Commentary

December 03, 2015

Global surveillance helps politicians, bureaucrats, criminals and terrorists in latest Bond film

EST. READ TIME 3 MIN.

WARNING: the following contains spoilers for the movie Spectre.

I recently saw the latest installment in the James Bond movie franchise, which I’ve been a big fan of since I can remember.

SPECTRE (the Special Executive for Counter-Intelligence, Terrorism, Revenge and Extortion) is a fictional criminal organization that first appeared in Ian Fleming’s novels, and was featured in many of the early Bond films. The earliest Bond novels had 007 working against Soviet counter-intelligence and the occasional criminal mastermind, but when Fleming saw the Cold War thawing a bit, he invented a global network of crime and terrorism as a suitable adversary.

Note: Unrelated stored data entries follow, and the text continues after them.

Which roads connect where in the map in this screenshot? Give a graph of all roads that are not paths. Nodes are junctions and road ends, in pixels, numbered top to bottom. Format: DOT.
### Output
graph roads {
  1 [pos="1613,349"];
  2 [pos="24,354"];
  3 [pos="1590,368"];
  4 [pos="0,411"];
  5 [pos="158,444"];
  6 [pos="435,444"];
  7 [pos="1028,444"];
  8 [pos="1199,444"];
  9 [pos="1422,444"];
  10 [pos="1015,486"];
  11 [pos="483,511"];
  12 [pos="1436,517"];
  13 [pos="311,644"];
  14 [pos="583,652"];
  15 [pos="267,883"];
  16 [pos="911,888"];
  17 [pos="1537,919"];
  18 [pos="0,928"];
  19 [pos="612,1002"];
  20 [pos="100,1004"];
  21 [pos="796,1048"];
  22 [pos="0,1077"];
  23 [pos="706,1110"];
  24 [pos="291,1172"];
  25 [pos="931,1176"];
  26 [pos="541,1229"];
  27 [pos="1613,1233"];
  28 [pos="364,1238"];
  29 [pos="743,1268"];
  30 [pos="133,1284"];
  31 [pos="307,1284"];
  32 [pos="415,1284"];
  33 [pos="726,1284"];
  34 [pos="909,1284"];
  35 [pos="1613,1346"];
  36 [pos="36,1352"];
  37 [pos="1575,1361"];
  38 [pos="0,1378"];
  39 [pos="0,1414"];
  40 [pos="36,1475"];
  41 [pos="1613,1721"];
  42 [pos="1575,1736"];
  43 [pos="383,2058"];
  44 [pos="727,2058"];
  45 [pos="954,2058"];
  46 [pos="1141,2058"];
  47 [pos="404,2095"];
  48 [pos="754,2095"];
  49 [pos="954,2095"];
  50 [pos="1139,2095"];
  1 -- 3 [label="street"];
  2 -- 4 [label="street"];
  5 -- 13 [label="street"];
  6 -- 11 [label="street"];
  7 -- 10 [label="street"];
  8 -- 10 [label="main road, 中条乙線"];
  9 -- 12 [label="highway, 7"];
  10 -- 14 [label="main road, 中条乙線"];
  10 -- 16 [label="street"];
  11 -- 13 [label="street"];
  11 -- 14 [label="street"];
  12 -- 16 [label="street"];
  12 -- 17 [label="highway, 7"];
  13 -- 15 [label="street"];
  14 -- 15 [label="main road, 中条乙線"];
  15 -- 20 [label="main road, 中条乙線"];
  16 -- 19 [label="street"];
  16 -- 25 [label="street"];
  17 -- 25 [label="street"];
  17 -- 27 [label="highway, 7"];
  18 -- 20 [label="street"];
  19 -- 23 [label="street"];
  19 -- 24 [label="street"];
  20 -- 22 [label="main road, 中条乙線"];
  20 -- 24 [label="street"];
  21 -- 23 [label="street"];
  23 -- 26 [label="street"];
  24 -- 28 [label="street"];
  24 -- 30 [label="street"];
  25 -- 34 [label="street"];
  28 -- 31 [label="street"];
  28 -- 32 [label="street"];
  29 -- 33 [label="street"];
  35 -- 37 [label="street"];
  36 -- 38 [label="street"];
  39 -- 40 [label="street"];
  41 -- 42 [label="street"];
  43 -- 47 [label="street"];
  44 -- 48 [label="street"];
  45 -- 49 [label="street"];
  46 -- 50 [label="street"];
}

When the film series began, the producers made the decision to downplay the Cold War angle, and SPECTRE was elevated to chief adversary status for six of the first seven films, with its head, Ernst Stavro Blofeld, eventually killed by Bond. When Daniel Craig took over the role of James Bond in 2006, the producers consciously intended to reboot the franchise, so Craig’s first outing was to be Bond’s first assignment as a 00 agent. This made it possible for new stories involving SPECTRE, which, as the title of this new film suggests, is what we have. The film is a treat for long-time Bond fans with its many shout-outs, some quite subtle, to classic lore, but also has timely themes about privacy and power.

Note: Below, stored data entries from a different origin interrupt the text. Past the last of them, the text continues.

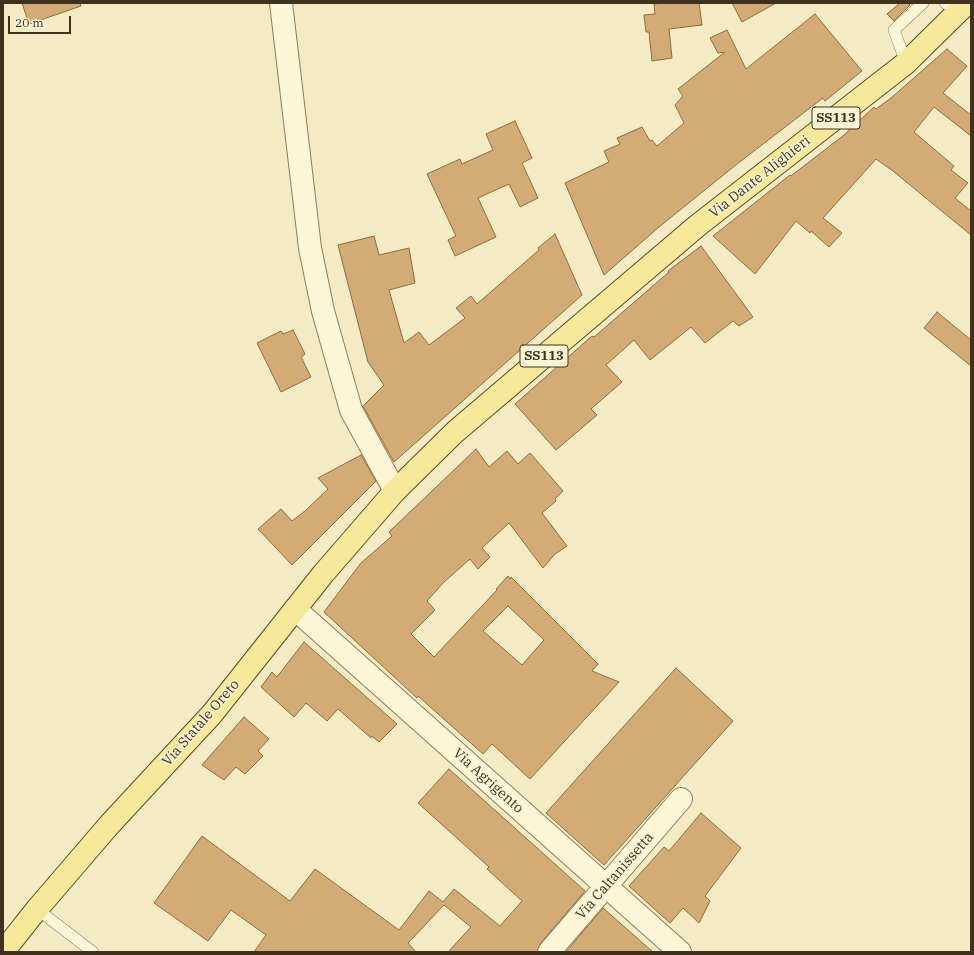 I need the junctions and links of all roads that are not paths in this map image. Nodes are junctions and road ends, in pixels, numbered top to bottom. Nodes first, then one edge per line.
1 (281, 3) edge
2 (923, 3) edge
3 (957, 6) edge
4 (906, 63) junction
5 (395, 491) junction
6 (296, 609) junction
7 (681, 799) dead end
8 (606, 886) junction
9 (37, 909) junction
10 (3, 952) edge
11 (94, 952) edge
12 (549, 952) edge
13 (680, 952) edge

1 - 5 street
2 - 4 lane
3 - 4 main road, Via Dante Alighieri / SS113
4 - 5 main road, Via Dante Alighieri / SS113
5 - 6 main road, Via Statale Oreto
6 - 8 street, Via Agrigento
6 - 9 main road, Via Statale Oreto
7 - 8 street, Via Caltanissetta
8 - 12 street, Via Caltanissetta
8 - 13 street, Via Agrigento
9 - 10 main road, Via Statale Oreto
9 - 11 lane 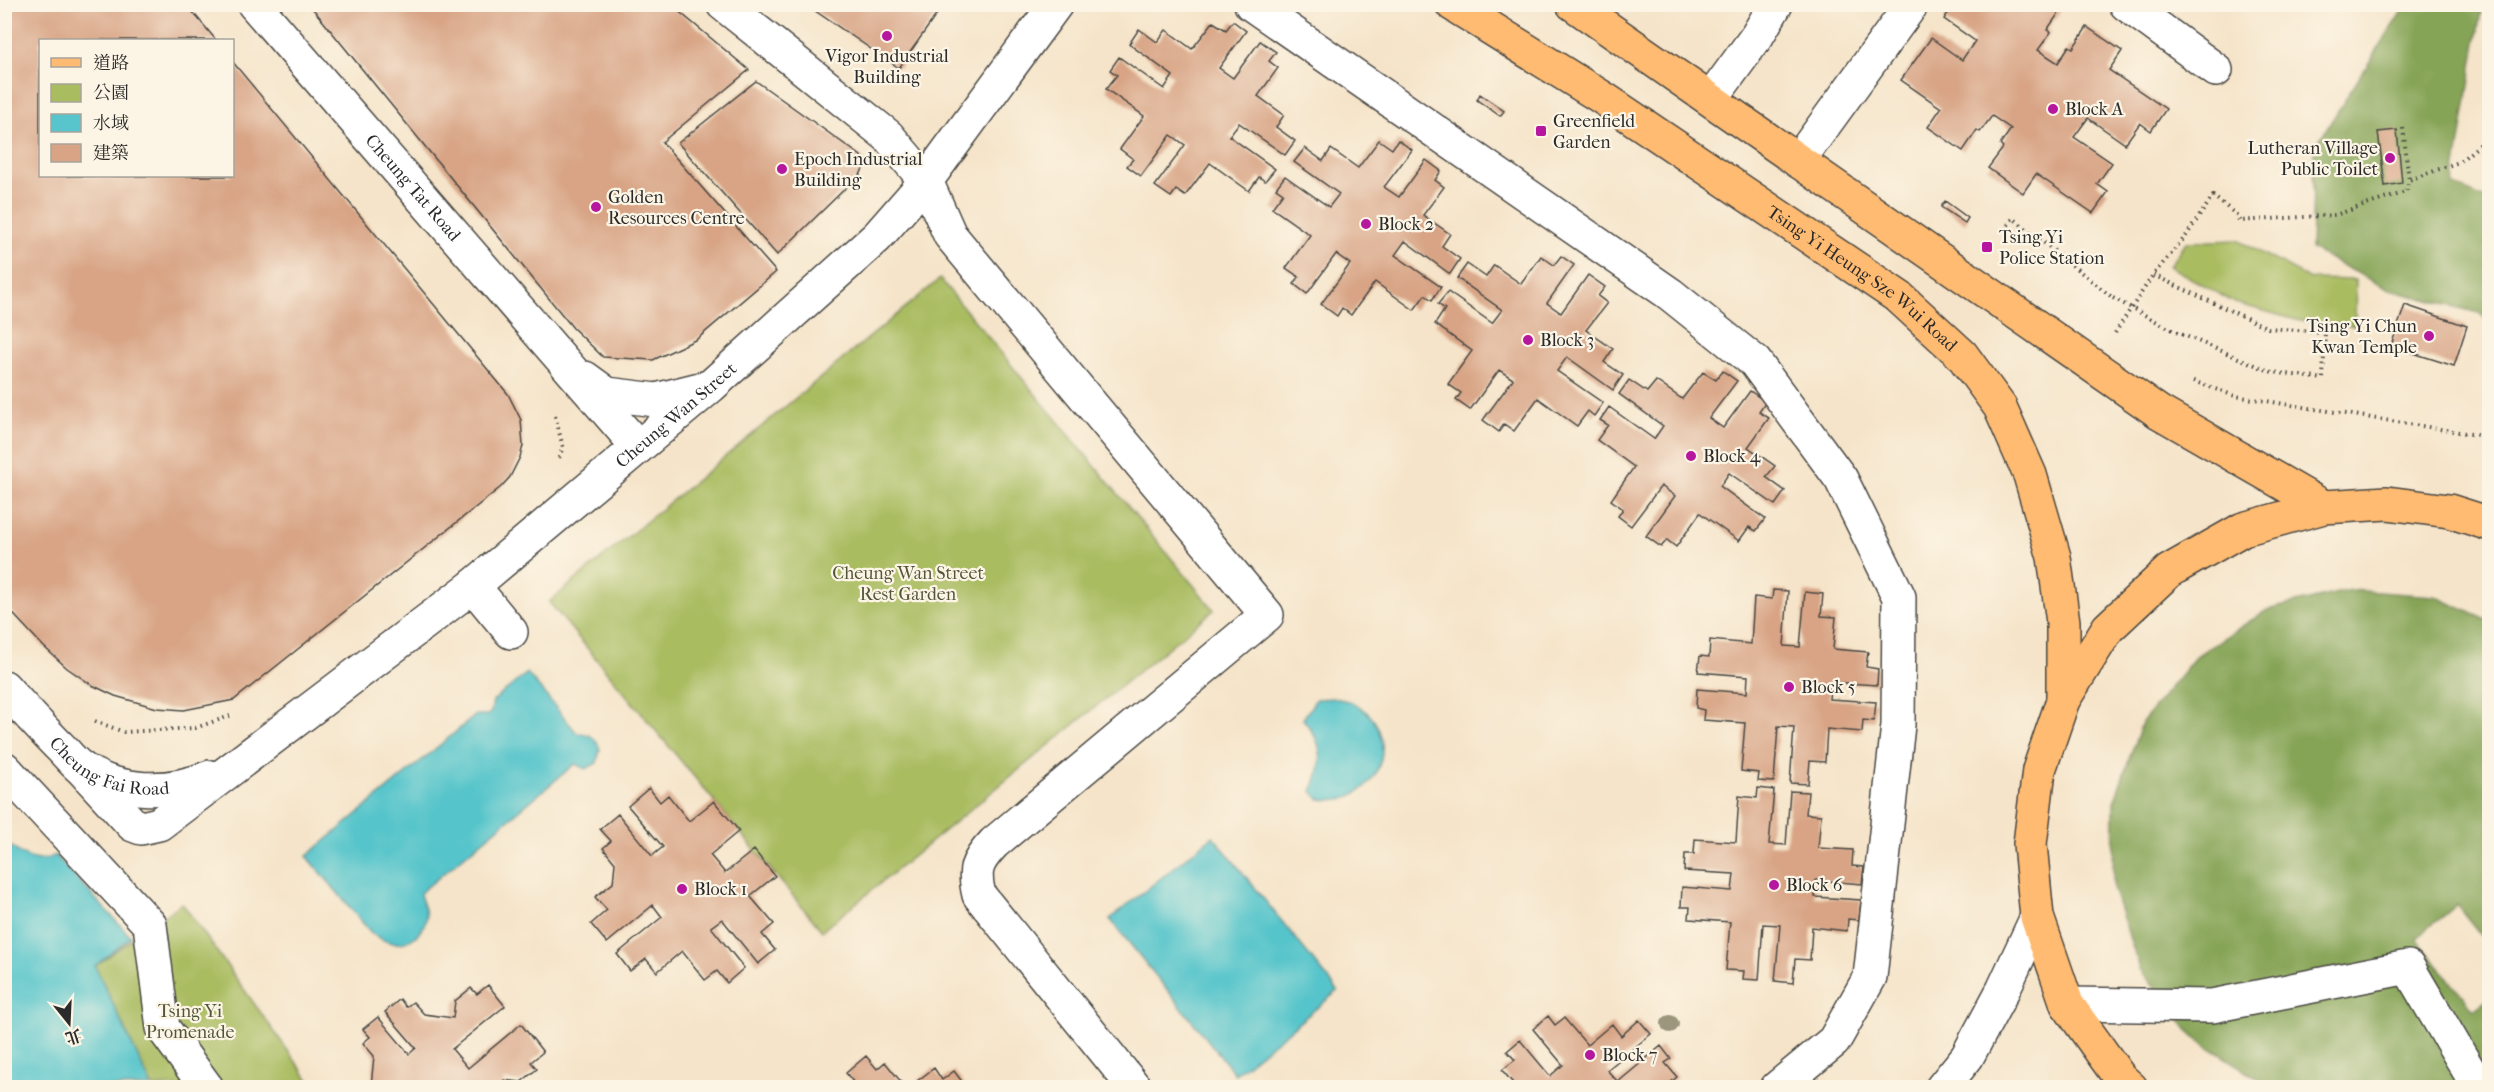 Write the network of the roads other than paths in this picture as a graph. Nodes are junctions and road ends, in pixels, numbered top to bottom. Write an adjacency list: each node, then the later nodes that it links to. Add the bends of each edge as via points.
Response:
1 (254, 4): 14 (street, Cheung Tat Road)
2 (723, 4): 13 (street, via 888,136)
3 (1056, 4): 13 (street, Cheung Wan Street)
4 (1251, 4): 29 (street, via 1670,294 1755,362 1840,479 1899,597 1898,725 1870,977 1834,1041)
5 (1452, 4): 22 (main road, Tsing Yi Heung Sze Wui Road, via 1603,98 1900,298 1962,354 2000,407 2030,475 2054,557 2063,622)
6 (1573, 4): 11 (main road)
7 (1776, 4): 11 (street)
8 (1912, 4): 12 (street)
9 (2126, 4): 10 (street)
10 (2216, 70)
11 (1711, 99): 12 (main road)
12 (1798, 161): 17 (main road, via 2159,412)
13 (926, 181): 15 (street, Cheung Wan Street, via 877,237); 28 (street, via 950,235 1267,615 994,843 980,858 974,877 979,895)
14 (573, 370): 15 (street, Cheung Tat Road, via 607,393 656,400); 16 (street, Cheung Tat Road)
15 (711, 386): 16 (street, Cheung Wan Street)
16 (638, 447): 19 (street, Cheung Wan Street)
17 (2324, 507): 18 (main road, via 2387,503 2449,511); 22 (main road, via 2243,529 2169,571 2108,628)
18 (2490, 524)
19 (473, 586): 20 (street); 23 (street, Cheung Wan Street)
20 (510, 632)
21 (4, 687): 23 (street, Cheung Fai Road, via 80,767 126,787 171,789)
22 (2063, 700): 25 (main road, via 2039,770 2032,823 2030,844)
23 (236, 765)
24 (4, 768): 27 (street, via 150,925 164,1028)
25 (2037, 917): 26 (main road); 30 (street, via 1967,1057)
26 (2067, 1004): 31 (main road); 32 (street, via 2212,1006 2408,966)
27 (207, 1088)
28 (1135, 1088)
29 (1777, 1088)
30 (1942, 1088)
31 (2131, 1088)
32 (2480, 1088)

In this new tale of SPECTRE, current concerns about the surveillance state are brought to the fore. As the film begins, Bond is tracking a terrorist who plans to blow up an entire football stadium in Mexico City. He succeeds in averting this catastrophe, and at the same time, discovers ties to a larger criminal network, which has a strangely symbiotic relationship with the very intelligence agencies one would expect to be their adversaries. Bond’s supervisor, M, is on the verge of being pushed aside, and the entre 00 program disbanded, in favour of a new bureaucrat, C, who will not only coordinate all British intelligence activity, but will spearhead a global network of all the larger nations’ intelligence services. Even M bristles at the unprecedented level of privacy violations this will entail, referring to it as Orwell’s worst nightmare—which C sees as good thing.

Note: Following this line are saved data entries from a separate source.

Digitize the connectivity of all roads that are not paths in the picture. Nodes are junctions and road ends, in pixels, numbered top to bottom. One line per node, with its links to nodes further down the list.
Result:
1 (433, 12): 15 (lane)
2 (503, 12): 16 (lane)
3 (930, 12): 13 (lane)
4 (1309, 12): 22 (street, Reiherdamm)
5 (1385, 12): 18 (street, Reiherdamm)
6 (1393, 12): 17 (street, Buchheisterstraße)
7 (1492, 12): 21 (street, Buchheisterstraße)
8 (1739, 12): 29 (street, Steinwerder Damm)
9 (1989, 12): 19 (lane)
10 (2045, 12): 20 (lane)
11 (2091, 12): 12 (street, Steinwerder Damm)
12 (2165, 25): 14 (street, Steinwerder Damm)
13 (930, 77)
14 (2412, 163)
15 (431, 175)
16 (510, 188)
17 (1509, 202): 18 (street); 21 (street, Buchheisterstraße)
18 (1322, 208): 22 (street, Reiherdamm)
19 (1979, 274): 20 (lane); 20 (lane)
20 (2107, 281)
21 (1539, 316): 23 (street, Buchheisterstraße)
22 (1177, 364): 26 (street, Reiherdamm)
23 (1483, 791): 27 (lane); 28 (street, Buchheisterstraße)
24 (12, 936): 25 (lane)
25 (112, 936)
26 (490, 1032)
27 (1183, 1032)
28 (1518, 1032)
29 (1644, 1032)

The irony, which Bond discovers and attempts to communicate to M, is that SPECTRE is facilitating the global surveillance network, and has operatives in the various intelligence agencies, including C. The global intelligence network helps SPECTRE in its various criminal enterprises, and SPECTRE in turn helps the intelligence agencies maintain their claims to legitimacy. It turns out SPECTRE even orchestrates terrorist attacks in order to ensure that there will be sufficient popular outcry to justify the various governments’ weakening of civil liberties.

What we see, then, is ends-justify-the-means reasoning among the politicians and bureaucrats, which feeds off the equally self-serving rationale of the criminals. C explicitly mocks M’s concern about the deleterious effects on a democratic society that this erosion of freedom represents. Like “bootleggers and Baptists” on an epic global scale, the total surveillance helps the politicians and bureaucrats as much as it helps the criminals and terrorists, and indeed the crime and terrorism perversely works to the benefit of the politicians and bureaucrats.

Ironically, it’s old-school spies like Bond and M who work against this new threat, who are actually working to protect freedom and security from those who would invoke those words to destroy them more completely.